Well, yes, for the most part. However, other factors must be considered, like the talent and ability of the defense. More specifically, the Ole Miss defense that Alabama faced Saturday night.

If you look at Henry's stats from that game, you'll find that on his 23 carries, he averaged 5.5 yards/carry with one touchdown. Pretty solid numbers for any running back on any given day.

But (there's always a "but") these numbers may be slightly deceiving.

I decided to take a look at the standard deviation of the set of data, or the average difference between each data point and the mean of the set of data. From the numbers that he produced, the standard deviation of that single game for Henry was approximately 6.73, meaning that the average difference between the mean value (5.5) and the other data points was plus or minus 6.73 yards. In other words, he was more boom or bust than he was consistently picking up 5.5 yards/carry.

However, there are two rushes that are outliers, or individual bits of information that skew the overall data set: you usually take out the outliers in order to get a more accurate depiction of the overall data set. One of them is the 31-yard run that Henry railed off during the 3rd quarter, and the other is his two-yard touchdown run in the 4th quarter, since he only had two yards to work with (meaning, in theory, he could have ran for a greater distance, but couldn't since the ball was on Ole Miss's two-yard line).

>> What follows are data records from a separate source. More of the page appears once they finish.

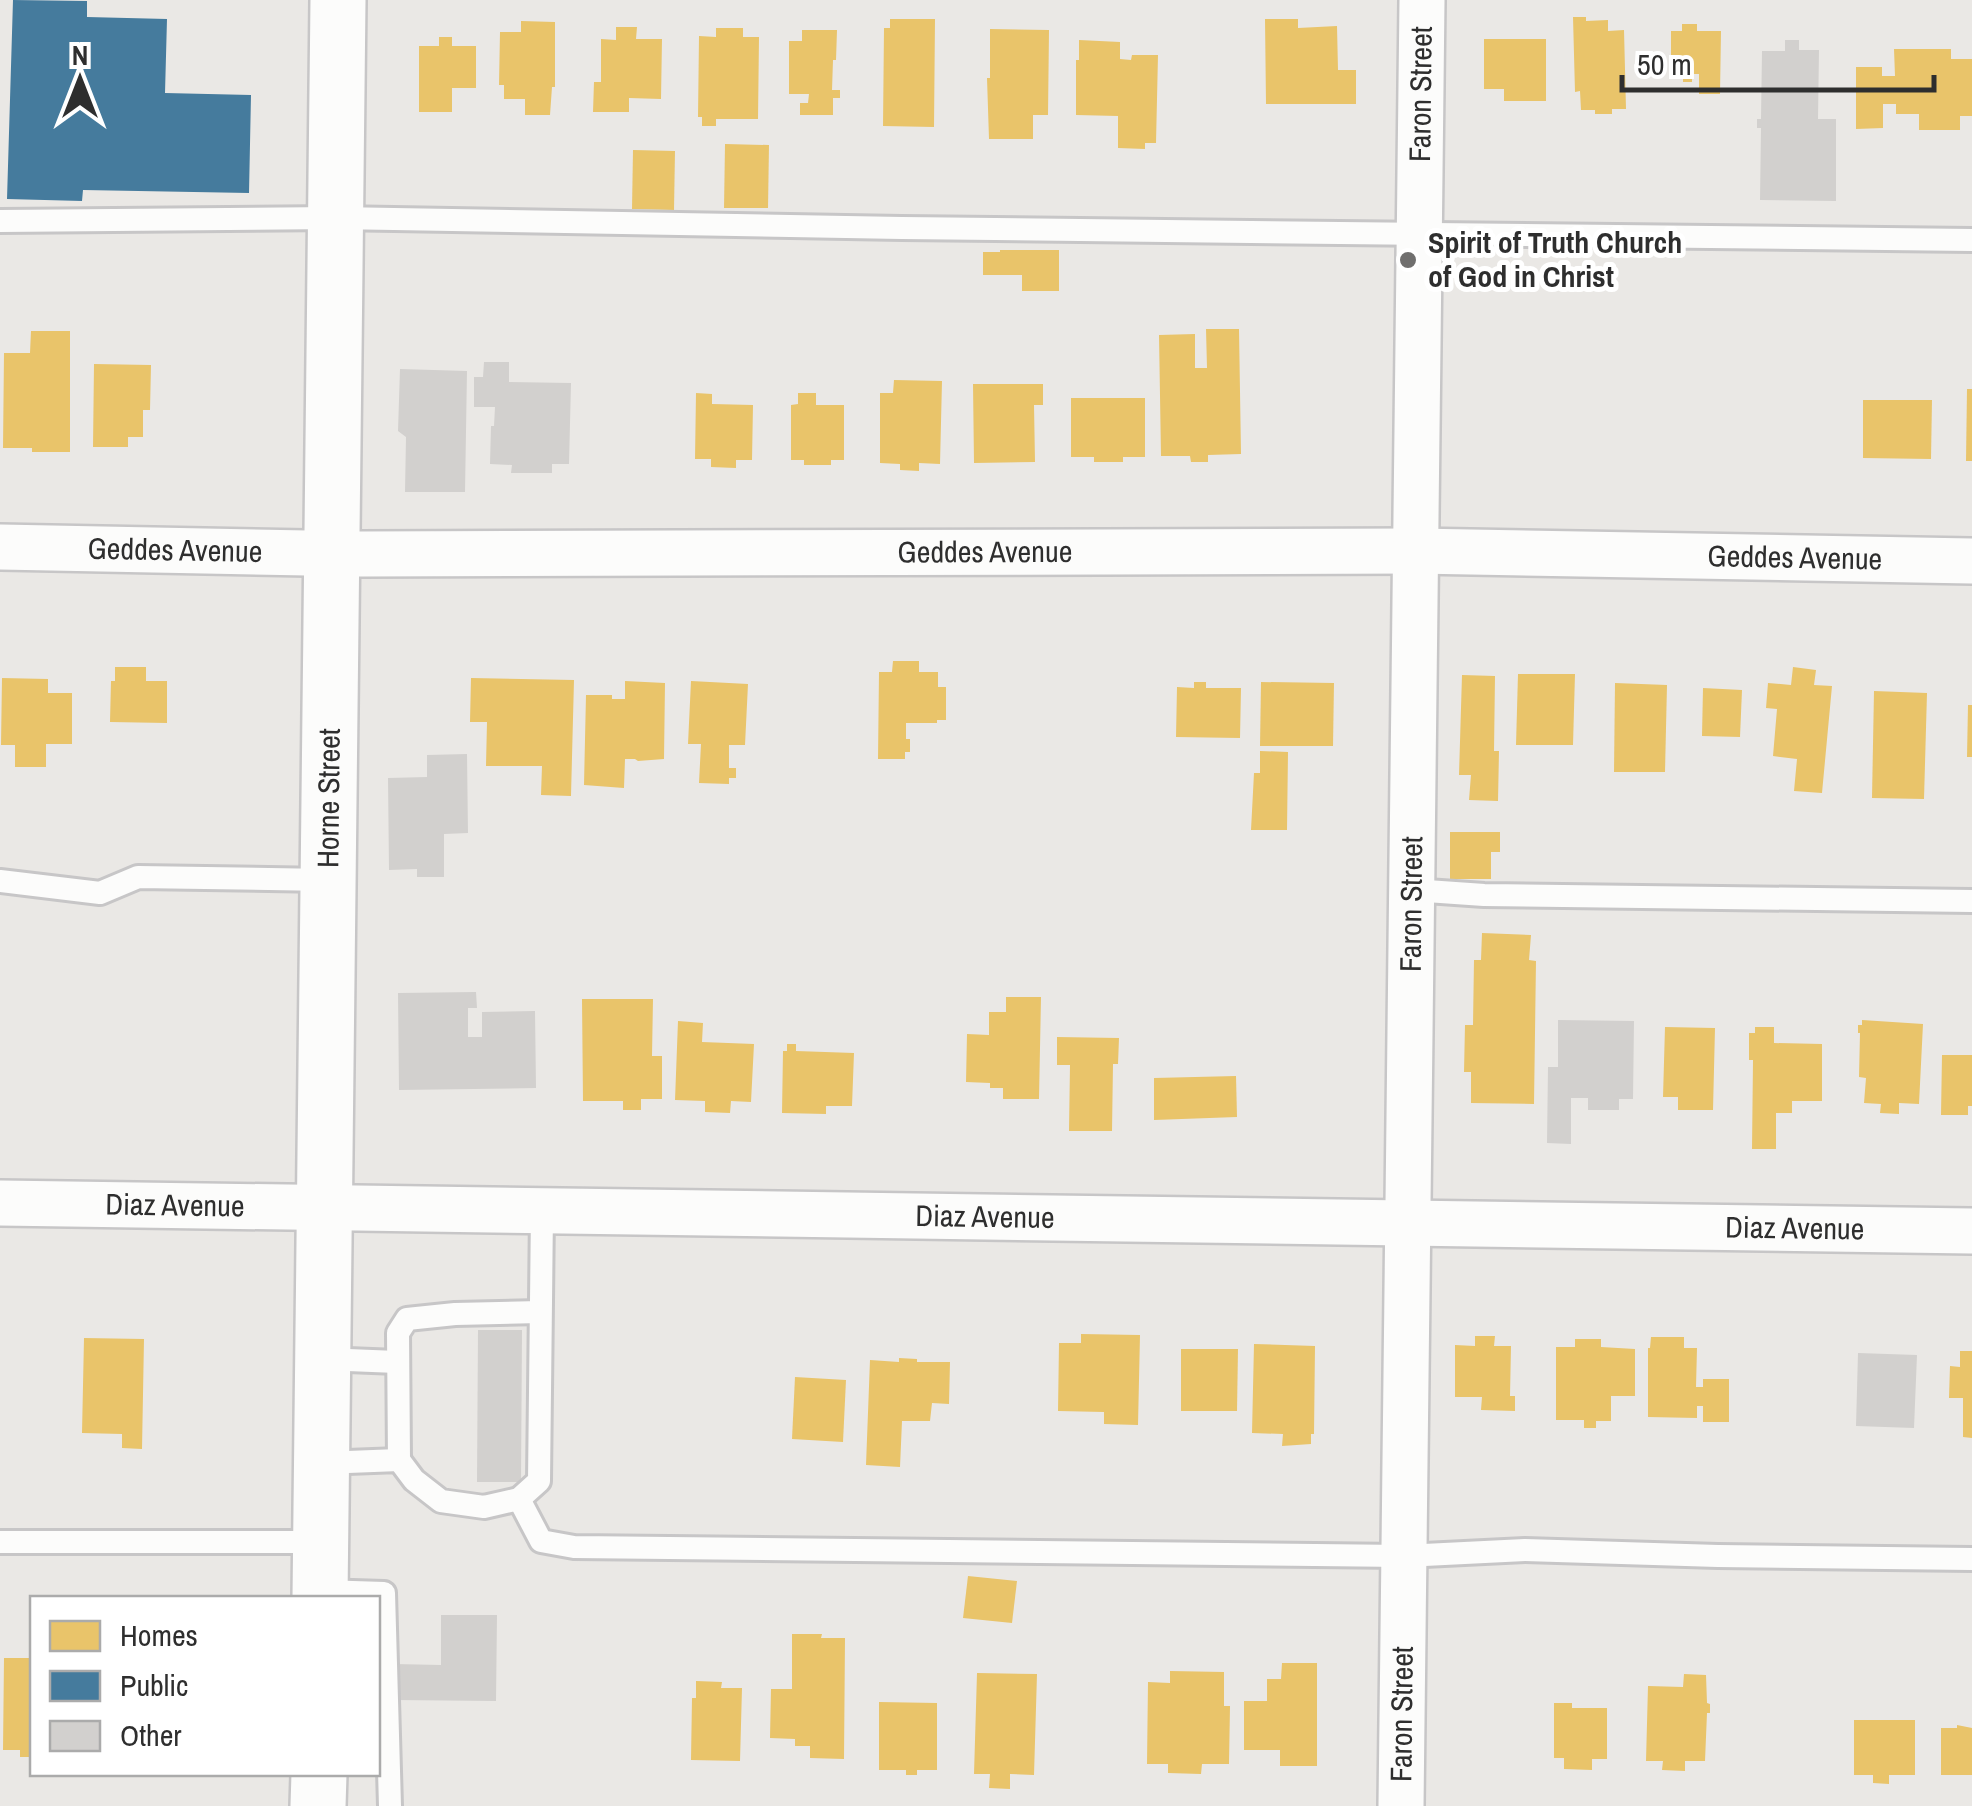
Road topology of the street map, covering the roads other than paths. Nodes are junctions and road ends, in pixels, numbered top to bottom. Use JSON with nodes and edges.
{"nodes":[{"id":1,"x":338,"y":0,"type":"edge"},
{"id":2,"x":1422,"y":0,"type":"edge"},
{"id":3,"x":336,"y":218,"type":"junction"},
{"id":4,"x":0,"y":221,"type":"edge"},
{"id":5,"x":1420,"y":234,"type":"junction"},
{"id":6,"x":1972,"y":240,"type":"edge"},
{"id":7,"x":0,"y":547,"type":"edge"},
{"id":8,"x":1416,"y":551,"type":"junction"},
{"id":9,"x":332,"y":553,"type":"junction"},
{"id":10,"x":1972,"y":562,"type":"edge"},
{"id":11,"x":328,"y":880,"type":"junction"},
{"id":12,"x":0,"y":882,"type":"edge"},
{"id":13,"x":1412,"y":890,"type":"junction"},
{"id":14,"x":1972,"y":901,"type":"edge"},
{"id":15,"x":0,"y":1203,"type":"edge"},
{"id":16,"x":325,"y":1208,"type":"junction"},
{"id":17,"x":542,"y":1210,"type":"junction"},
{"id":18,"x":1408,"y":1223,"type":"junction"},
{"id":19,"x":1972,"y":1231,"type":"edge"},
{"id":20,"x":540,"y":1312,"type":"junction"},
{"id":21,"x":323,"y":1360,"type":"junction"},
{"id":22,"x":397,"y":1362,"type":"junction"},
{"id":23,"x":399,"y":1460,"type":"junction"},
{"id":24,"x":322,"y":1463,"type":"junction"},
{"id":25,"x":520,"y":1498,"type":"junction"},
{"id":26,"x":0,"y":1542,"type":"edge"},
{"id":27,"x":1404,"y":1556,"type":"junction"},
{"id":28,"x":1972,"y":1559,"type":"edge"},
{"id":29,"x":320,"y":1577,"type":"edge"},
{"id":30,"x":383,"y":1738,"type":"edge"},
{"id":31,"x":318,"y":1776,"type":"edge"},
{"id":32,"x":318,"y":1806,"type":"edge"},
{"id":33,"x":390,"y":1806,"type":"edge"},
{"id":34,"x":1401,"y":1806,"type":"edge"}],
"edges":[{"from":1,"to":3,"type":"street","name":"Horne Street"},
{"from":2,"to":5,"type":"street","name":"Faron Street"},
{"from":3,"to":4,"type":"lane"},
{"from":3,"to":5,"type":"lane"},
{"from":3,"to":9,"type":"street","name":"Horne Street"},
{"from":5,"to":6,"type":"lane"},
{"from":5,"to":8,"type":"street","name":"Faron Street"},
{"from":7,"to":9,"type":"street","name":"Geddes Avenue"},
{"from":8,"to":9,"type":"street","name":"Geddes Avenue"},
{"from":8,"to":10,"type":"street","name":"Geddes Avenue"},
{"from":8,"to":13,"type":"street","name":"Faron Street"},
{"from":9,"to":11,"type":"street","name":"Horne Street"},
{"from":11,"to":12,"type":"lane"},
{"from":11,"to":16,"type":"street","name":"Horne Street"},
{"from":13,"to":14,"type":"lane"},
{"from":13,"to":18,"type":"street","name":"Faron Street"},
{"from":15,"to":16,"type":"street","name":"Diaz Avenue"},
{"from":16,"to":17,"type":"street","name":"Diaz Avenue"},
{"from":16,"to":21,"type":"street","name":"Horne Street"},
{"from":17,"to":18,"type":"street","name":"Diaz Avenue"},
{"from":17,"to":20,"type":"lane"},
{"from":18,"to":19,"type":"street","name":"Diaz Avenue"},
{"from":18,"to":27,"type":"street","name":"Faron Street"},
{"from":20,"to":22,"type":"lane"},
{"from":20,"to":25,"type":"lane"},
{"from":21,"to":22,"type":"lane"},
{"from":21,"to":24,"type":"street","name":"Horne Street"},
{"from":22,"to":23,"type":"lane"},
{"from":23,"to":24,"type":"lane"},
{"from":23,"to":25,"type":"lane"},
{"from":24,"to":29,"type":"street","name":"Horne Street"},
{"from":25,"to":27,"type":"lane"},
{"from":26,"to":29,"type":"lane"},
{"from":27,"to":28,"type":"lane"},
{"from":27,"to":34,"type":"street","name":"Faron Street"},
{"from":29,"to":30,"type":"lane"},
{"from":30,"to":33,"type":"lane"},
{"from":31,"to":32,"type":"street"}]}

With that being the case, let's go ahead and take out the two outliers and analyze accordingly.

Keeping with the same set-up as we had previously, the mean of the set of data decreases dramatically, down over one full yard to 4.48 yards/carry, and the standard deviation fell to 3.94 yards. Simplified, that means that the average difference between each data point and the mean was plus or minus 3.94 yards from the 4.48 yards/carry number, a more consistent figure, but still not as consistent as one would want with a 4.48 average.

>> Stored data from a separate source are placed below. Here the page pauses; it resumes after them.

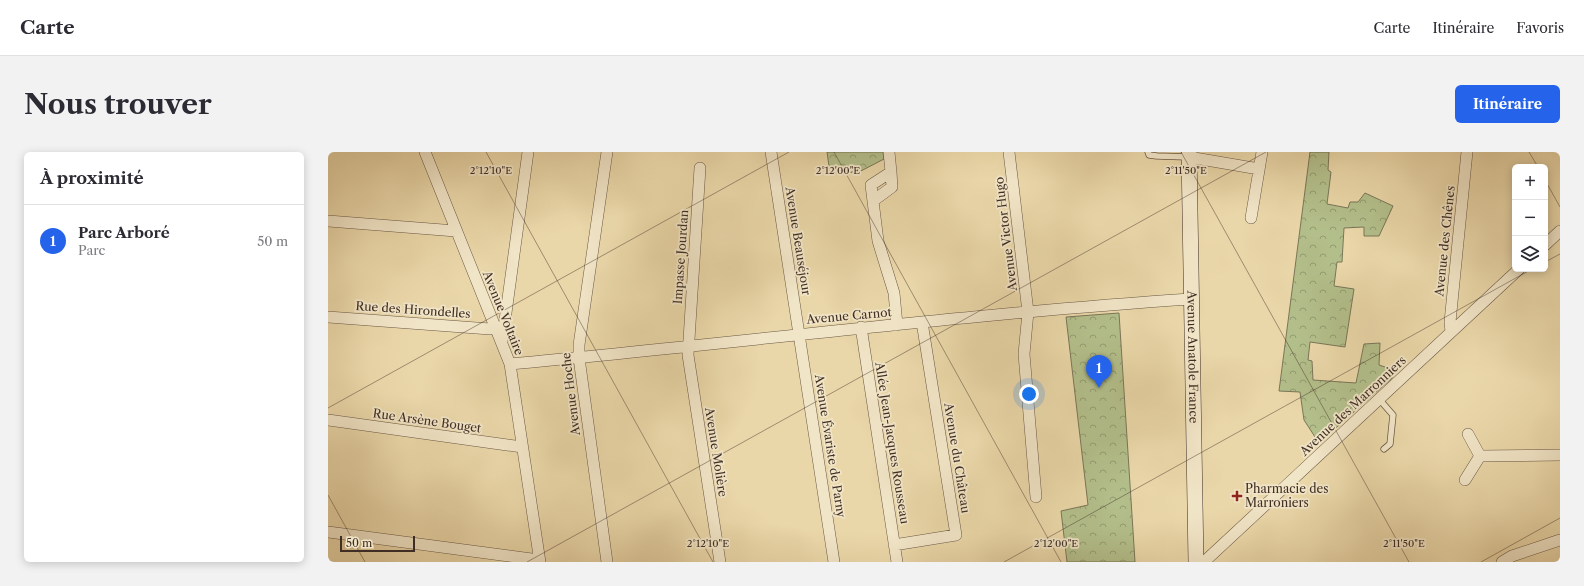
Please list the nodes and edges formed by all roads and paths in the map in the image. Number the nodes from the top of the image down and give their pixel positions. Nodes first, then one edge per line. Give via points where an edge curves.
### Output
1 (425, 152) edge
2 (528, 152) edge
3 (607, 152) edge
4 (771, 152) edge
5 (888, 152) edge
6 (1009, 152) edge
7 (1148, 152) edge
8 (1262, 152) edge
9 (1467, 152) edge
10 (1189, 154) edge
11 (700, 168) dead end
12 (1259, 169) junction
13 (1251, 218) dead end
14 (328, 221) edge
15 (456, 231) junction
16 (1560, 231) edge
17 (1548, 242) edge
18 (1516, 272) edge
19 (1191, 299) junction
20 (1028, 312) junction
21 (328, 316) edge
22 (922, 322) junction
23 (897, 325) junction
24 (861, 327) junction
25 (495, 328) junction
26 (1451, 332) junction
27 (799, 334) junction
28 (502, 343) junction
29 (688, 347) junction
30 (579, 358) junction
31 (510, 364) junction
32 (1378, 399) junction
33 (328, 420) edge
34 (1468, 434) dead end
35 (522, 447) junction
36 (1384, 449) dead end
37 (1560, 455) edge
38 (1480, 456) junction
39 (1465, 480) dead end
40 (1036, 497) dead end
41 (328, 532) edge
42 (1560, 540) edge
43 (894, 545) junction
44 (540, 561) edge
45 (607, 562) edge
46 (720, 562) edge
47 (834, 562) edge
48 (897, 562) edge
49 (1196, 562) edge
50 (1204, 562) edge
51 (1502, 562) edge

1 - 15 street, Avenue Voltaire
2 - 28 street
3 - 30 street, Avenue Hoche via 578,346
4 - 27 street, Avenue Beauséjour
5 - 23 street via 891,172 871,185 878,241 894,293
6 - 20 street, Avenue Victor Hugo
7 - 10 lane via 1149,155 1157,156
8 - 12 street
9 - 26 street, Avenue des Chênes
10 - 12 street
10 - 19 street, Avenue Anatole France
11 - 29 street, Impasse Jourdan
12 - 13 street
14 - 15 street
15 - 25 street, Avenue Voltaire
16 - 17 street
18 - 26 street, Avenue des Marronniers
19 - 20 street, Avenue Carnot
19 - 49 street, Avenue Anatole France
20 - 22 street, Avenue Carnot
20 - 40 street, Avenue Victor Hugo via 1024,354
21 - 25 street, Rue des Hirondelles
22 - 23 street, Avenue Carnot
22 - 43 street, Avenue du Château via 956,535
23 - 24 street, Avenue Carnot
24 - 27 street, Avenue Carnot
24 - 43 street, Allée Jean-Jacques Rousseau
25 - 28 street, Avenue Voltaire
26 - 32 street, Avenue des Marronniers
27 - 29 street, Avenue Carnot
27 - 47 street, Avenue Évariste de Parny
28 - 31 street, Avenue Voltaire
29 - 30 street, Avenue Carnot
29 - 46 street, Avenue Molière
30 - 31 street, Avenue Carnot
30 - 45 street, Avenue Hoche
31 - 35 street, Avenue Voltaire
32 - 36 lane via 1393,415 1390,444
32 - 50 street, Avenue des Marronniers
33 - 35 street, Rue Arsène Bouget
34 - 38 street
35 - 44 street, Avenue Voltaire
37 - 38 street
38 - 39 street
41 - 44 street
42 - 51 street via 1512,556
43 - 48 street, Allée Jean-Jacques Rousseau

In short, Henry had a really good game, but it wasn't as good as the numbers indicate. His first five rushes yielded only 14 yards, and none of them exceeded five yards (along with eight more rushes throughout the game). That may have been a factor in Lane Kiffin's play-calling the rest of the game, as it seemed Ole Miss had the ability to stifle Alabama's rushing attack with Henry in the game.

I think the most condemning statistic in that game was Alabama's -5 turnover ratio, not the stubbornness of play-calling. Two of those turnovers came off special teams goofs. If only one of those two turnovers (or one of those five turnovers for that matter) hadn't happened and that one possession turned in a touchdown, Alabama could have won the game.

But hindsight is 20/20. Woulda/coulda/shoulda always seems like the correct approach after we know the result.